Star Formation
How interstellar molecular clouds collapse and form new stars is a key question in astrophysics. At Leeds, we are particularly interested in the birth of the most massive stars. These play an important role in the evolution of galaxies by injecting large amounts of enriched material and energy back into the interstellar medium and powering spectacular phenomena such as H II regions, stellar winds and supernovae. Observational investigations are led by Drs Hoare and Oudmaijer and cover wavebands from optical, infrared, millimetre through to the radio. High angular resolution information is sought both directly through the use of interferometry and adaptive optics, and indirectly via velocity-resolved spectroscopy and spectropolarimetry. Research is currently focussed on determining the nature of accretion discs around massive young stars and their role in the winds and outflows that are an integral part of the star formation process. We also study the effect of these hot stars on their environments once their strong ultraviolet radiation field starts to ionize the surrounding gas and form compact H II regions, which may in turn trigger further star formation.
The star forming region S106.
Theoretical research led by Profs Dyson and Hartquist concerns the important physical processes involved in star formation. These include the role played by magnetic fields threading molecular clouds, which can slow the collapse and channel the flow along field lines. Molecular ions provide the main coupling between the gas and the magnetic field and so an understanding of the chemistry in dense clouds is very important. Leeds is leading the way in combining astrochemical studies with state-of-the-art numerical simulations, in association with Prof Falle in the Department of Applied Mathematics. Other aspects of star formation that are being studied include the effects of fast stellar winds and radiation fields on the surrounding material.

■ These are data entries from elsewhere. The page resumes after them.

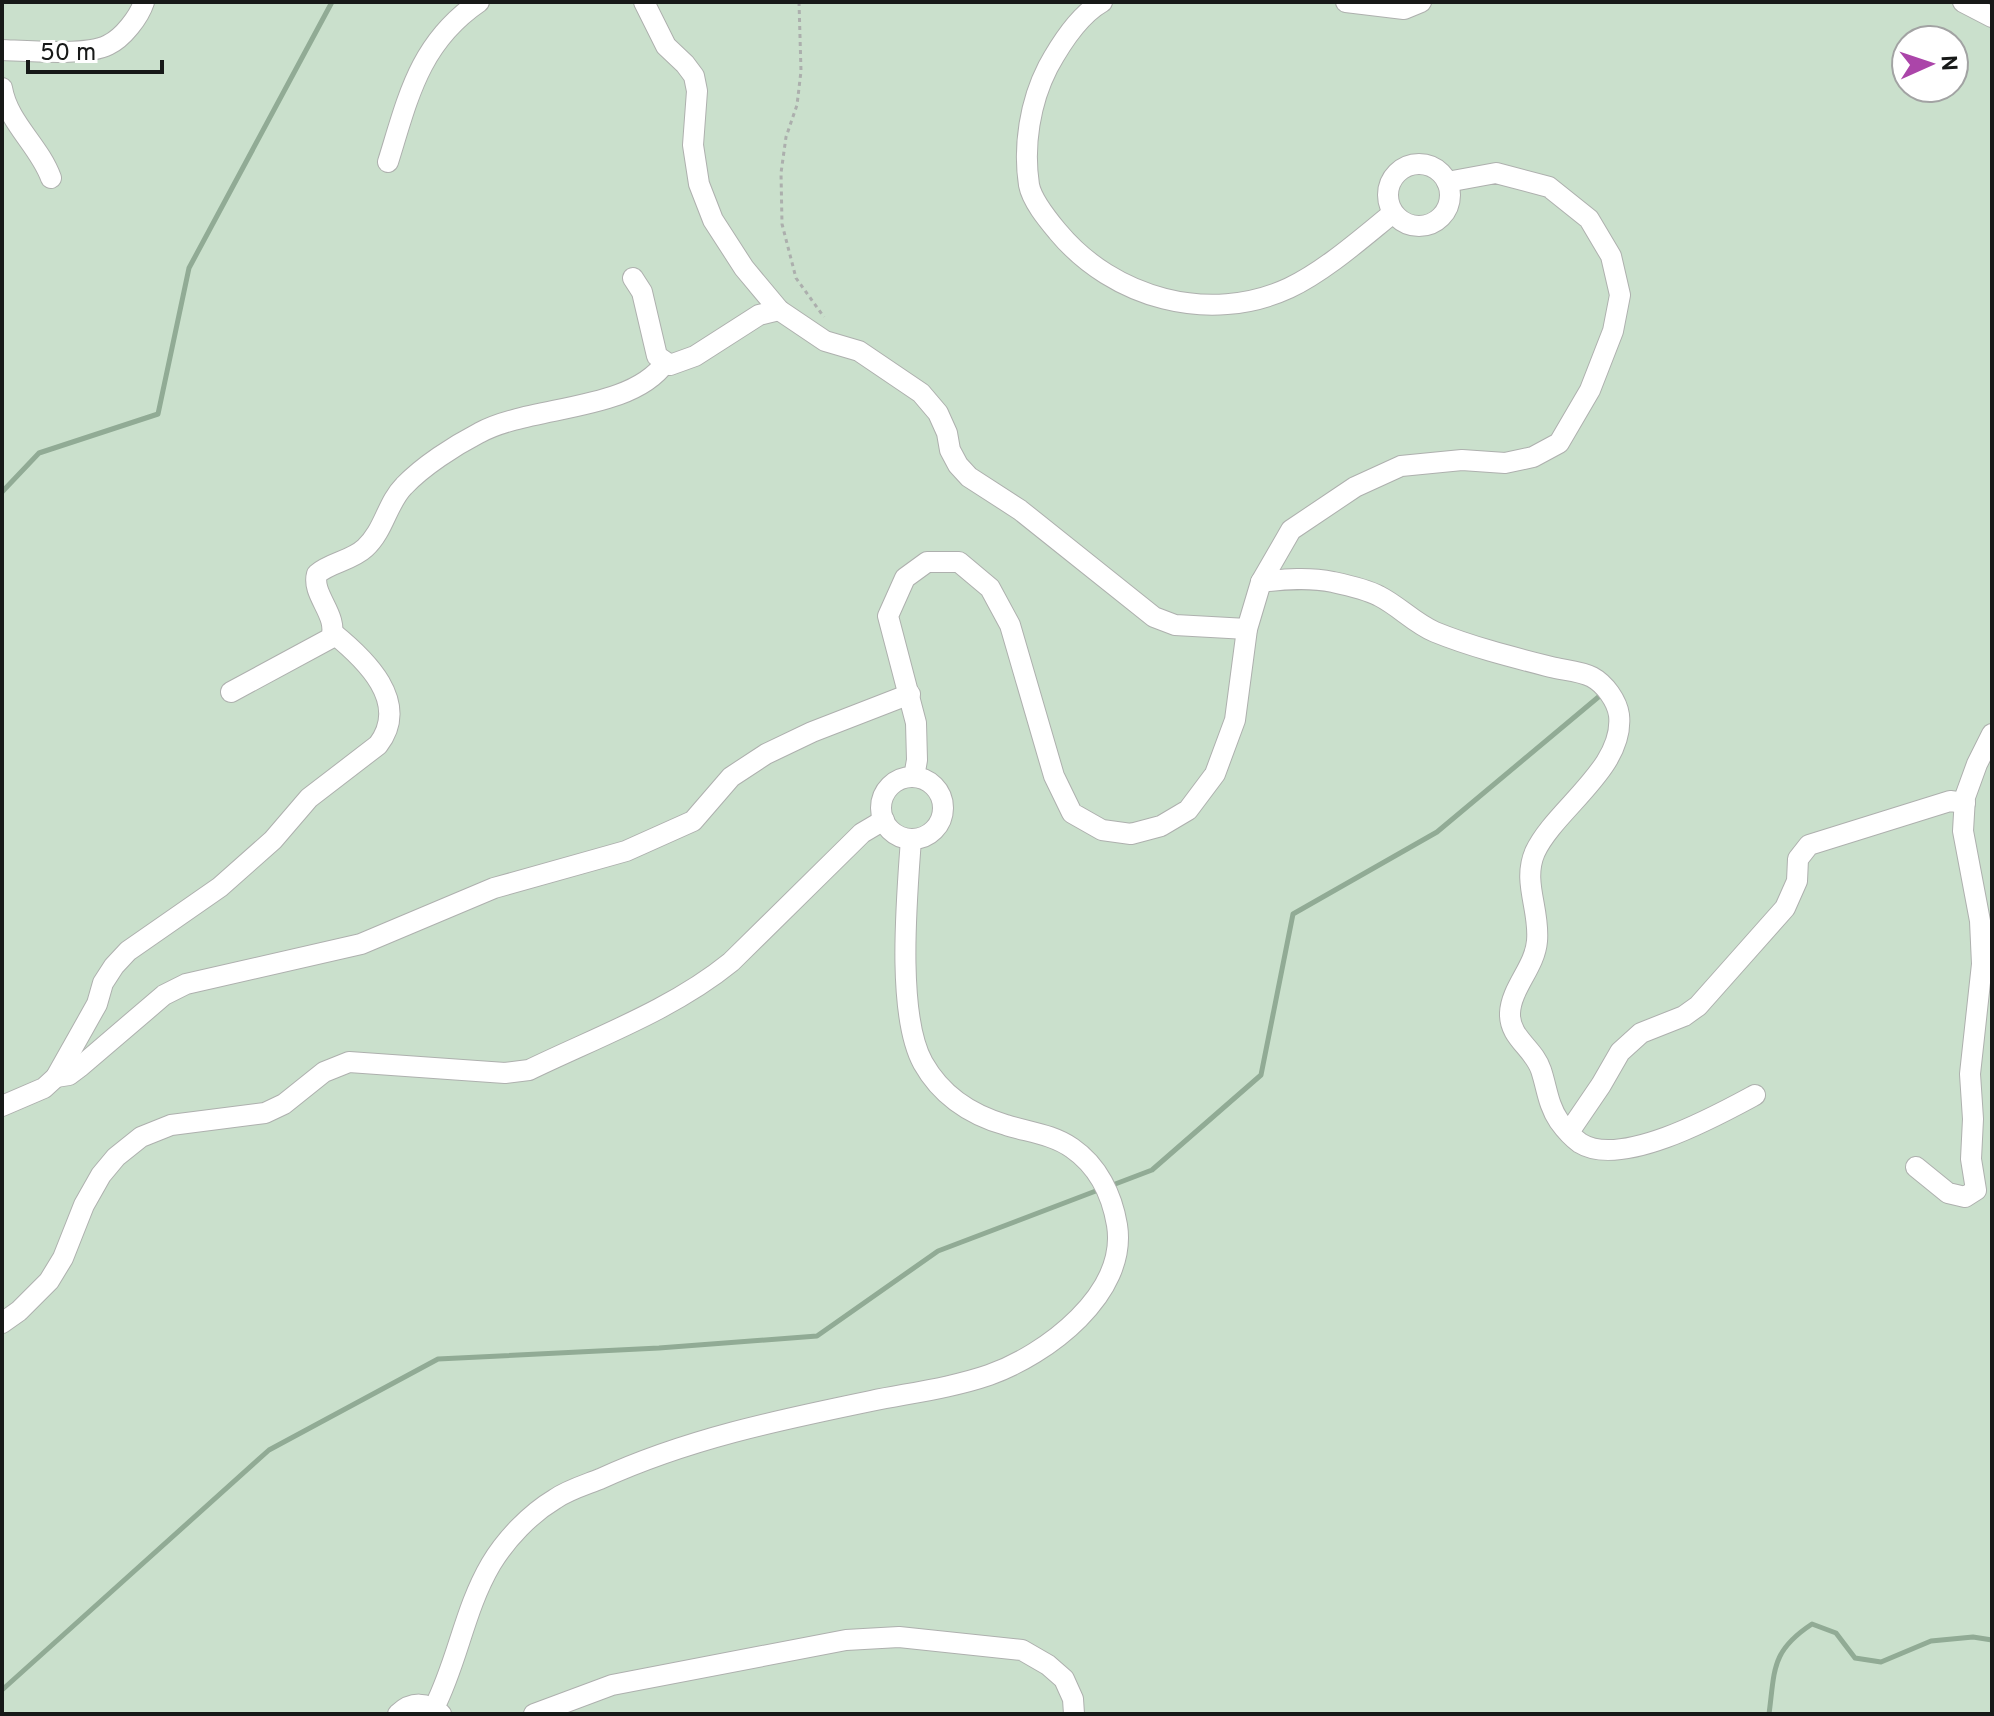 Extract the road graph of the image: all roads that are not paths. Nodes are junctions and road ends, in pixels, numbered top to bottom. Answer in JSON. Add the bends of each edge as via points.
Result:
{"nodes":[{"id":1,"x":144,"y":2,"type":"edge"},
{"id":2,"x":479,"y":2,"type":"edge"},
{"id":3,"x":644,"y":2,"type":"edge"},
{"id":4,"x":1102,"y":2,"type":"edge"},
{"id":5,"x":1346,"y":2,"type":"edge"},
{"id":6,"x":1421,"y":2,"type":"edge"},
{"id":7,"x":1963,"y":2,"type":"edge"},
{"id":8,"x":1992,"y":17,"type":"edge"},
{"id":9,"x":2,"y":50,"type":"edge"},
{"id":10,"x":2,"y":88,"type":"edge"},
{"id":11,"x":388,"y":162,"type":"dead end"},
{"id":12,"x":51,"y":178,"type":"dead end"},
{"id":13,"x":1447,"y":182,"type":"junction"},
{"id":14,"x":1393,"y":213,"type":"junction"},
{"id":15,"x":633,"y":278,"type":"dead end"},
{"id":16,"x":779,"y":310,"type":"junction"},
{"id":17,"x":665,"y":363,"type":"junction"},
{"id":18,"x":1261,"y":582,"type":"junction"},
{"id":19,"x":1247,"y":629,"type":"junction"},
{"id":20,"x":333,"y":633,"type":"junction"},
{"id":21,"x":231,"y":692,"type":"dead end"},
{"id":22,"x":910,"y":694,"type":"junction"},
{"id":23,"x":1992,"y":734,"type":"edge"},
{"id":24,"x":914,"y":777,"type":"junction"},
{"id":25,"x":1965,"y":803,"type":"junction"},
{"id":26,"x":884,"y":820,"type":"junction"},
{"id":27,"x":911,"y":839,"type":"junction"},
{"id":28,"x":56,"y":1077,"type":"junction"},
{"id":29,"x":1755,"y":1095,"type":"dead end"},
{"id":30,"x":2,"y":1106,"type":"edge"},
{"id":31,"x":1569,"y":1132,"type":"junction"},
{"id":32,"x":1916,"y":1167,"type":"dead end"},
{"id":33,"x":2,"y":1323,"type":"edge"},
{"id":34,"x":437,"y":1711,"type":"edge"},
{"id":35,"x":398,"y":1714,"type":"edge"},
{"id":36,"x":534,"y":1714,"type":"edge"},
{"id":37,"x":1074,"y":1714,"type":"edge"}],
"edges":[{"from":1,"to":9,"type":"street","via":[[108,46]]},
{"from":2,"to":11,"type":"street","via":[[437,41],[416,75]]},
{"from":3,"to":16,"type":"street","via":[[666,46],[694,76],[693,145],[699,184],[713,220]]},
{"from":4,"to":14,"type":"street","via":[[1058,49],[1037,89],[1028,139],[1029,188],[1072,249],[1114,281],[1149,296],[1216,305],[1244,302],[1290,288]]},
{"from":5,"to":6,"type":"street","via":[[1404,9]]},
{"from":7,"to":8,"type":"street"},
{"from":10,"to":12,"type":"street","via":[[14,120],[45,160]]},
{"from":13,"to":14,"type":"street","via":[[1449,202],[1430,224],[1410,225]]},
{"from":13,"to":14,"type":"street","via":[[1423,164],[1403,168],[1390,184]]},
{"from":13,"to":18,"type":"street","via":[[1496,173],[1549,187],[1589,219],[1611,256],[1620,295],[1613,331],[1590,390],[1559,443],[1533,457],[1505,463],[1462,460],[1401,466],[1355,487],[1291,530]]},
{"from":15,"to":17,"type":"street","via":[[642,292],[657,356]]},
{"from":16,"to":17,"type":"street","via":[[759,315],[695,356],[675,365]]},
{"from":16,"to":19,"type":"street","via":[[825,341],[859,351],[921,393],[938,413],[950,450],[969,477],[1020,510],[1154,617],[1175,625]]},
{"from":17,"to":20,"type":"street","via":[[622,394],[481,432],[402,487],[365,549],[317,574]]},
{"from":18,"to":19,"type":"street"},
{"from":18,"to":31,"type":"street","via":[[1332,582],[1380,596],[1433,631],[1591,676],[1615,701],[1619,727],[1607,757],[1536,849],[1530,889],[1537,942],[1510,1010],[1512,1029],[1541,1069],[1551,1108]]},
{"from":19,"to":22,"type":"street","via":[[1235,720],[1215,774],[1188,810],[1161,826],[1131,834],[1102,830],[1072,813],[1054,776],[1010,625],[990,588],[959,562],[927,562],[905,578],[888,616]]},
{"from":20,"to":21,"type":"street","via":[[327,642]]},
{"from":20,"to":28,"type":"street","via":[[354,650],[390,699],[384,737],[309,798],[273,840],[220,887],[128,951],[103,983],[97,1004]]},
{"from":22,"to":24,"type":"street","via":[[916,723]]},
{"from":22,"to":28,"type":"street","via":[[766,754],[731,777],[693,821],[626,851],[494,888],[361,944],[186,984],[164,995],[69,1075]]},
{"from":23,"to":25,"type":"street"},
{"from":24,"to":26,"type":"street","via":[[890,787],[882,802]]},
{"from":24,"to":27,"type":"street","via":[[930,782],[943,805],[935,829]]},
{"from":25,"to":31,"type":"street","via":[[1950,801],[1809,845],[1798,859],[1797,881],[1785,908],[1698,1006],[1641,1033],[1620,1052]]},
{"from":25,"to":32,"type":"street","via":[[1963,831],[1980,921],[1982,964],[1970,1074],[1976,1190],[1965,1197],[1948,1193]]},
{"from":26,"to":27,"type":"street","via":[[895,833]]},
{"from":26,"to":33,"type":"street","via":[[862,833],[708,981],[529,1070],[505,1073],[349,1062],[324,1072],[265,1113],[171,1125],[141,1137],[101,1175],[49,1281]]},
{"from":27,"to":34,"type":"street","via":[[905,933],[913,1036],[922,1061],[940,1088],[968,1110],[1043,1133],[1072,1147],[1095,1170],[1111,1198],[1118,1230],[1115,1262],[1102,1291],[1037,1353],[990,1375],[716,1435],[632,1464],[555,1499],[520,1527],[472,1598]]},
{"from":28,"to":30,"type":"street","via":[[44,1088]]},
{"from":29,"to":31,"type":"street","via":[[1665,1139],[1641,1145],[1597,1148],[1580,1143]]},
{"from":34,"to":35,"type":"street","via":[[418,1704]]},
{"from":36,"to":37,"type":"street","via":[[612,1685],[846,1640],[899,1637],[1022,1650],[1064,1679]]}]}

The physical processes and the techniques used to study star formation have much in common with those in the field of evolved star research. Since much can be learned from such parallel investigations there are also ongoing projects involving asymptotic giant branch stars, supergiants, Wolf- Rayet stars and planetary nebulae. The mass-loss from these objects is invariably very inhomogeneous which has important implications for stellar wind dynamics.
Planet Formation
The relative importance of mechanisms in the formation of planets in discs around solar-type stars remains a subject of considerable debate. One theory concerns the agglomeration of grains to create large solid bodies, which in turn grow through further collisions. A major problem is that the results of simple models imply that the growth of bodies in a critical size range takes more time that the protostellar disc survives.
Representations of midplane density for simulations
of 4 different solar nebula models (with permission
from
Astronomy & Geophysics).
The rate of growth would increase if fragments of a dusty medium were to form due the the fragments' self-generated gravitational fields. The question of whether or not such self-gravitating fragments form in discs, like that in which our Solar System was born, has been addressed with hydrodynamic simulations. Many simulations show the development of spiral structures, similar to those seen in some galaxies including the Milky Way. So far, different groups have reached conflicting conclusions about the role of the gravitational instability. Some results suggest that cooling in discs is efficient enough to allow giant protoplanets, precursors to Jupiter-like planets, to form due to the gravitational instability in the spiral structures. Other results lead to the opposite conclusion.
While in Leeds, one of our postdoctoral research assistants, Andy Lim, began the development of a code which will be used to produce simulations designed to resolve the uncertainity. Recently, Tom Hartquist has collaborated with USA-based colleagues to use analytic arguments and simulations to show that if gravitational bound protoplanets do form, they are most likely in some cases to do so at orbits where the sprial waves co-rotate with the discs.
For an introduction to the possible role of the gravitational instability in giant planet formation, see the article The Race Is Not to the Swift by M. K. Pickett and A. J. Lim in Astronomy & Geophysics, 45, 1.12 (2004).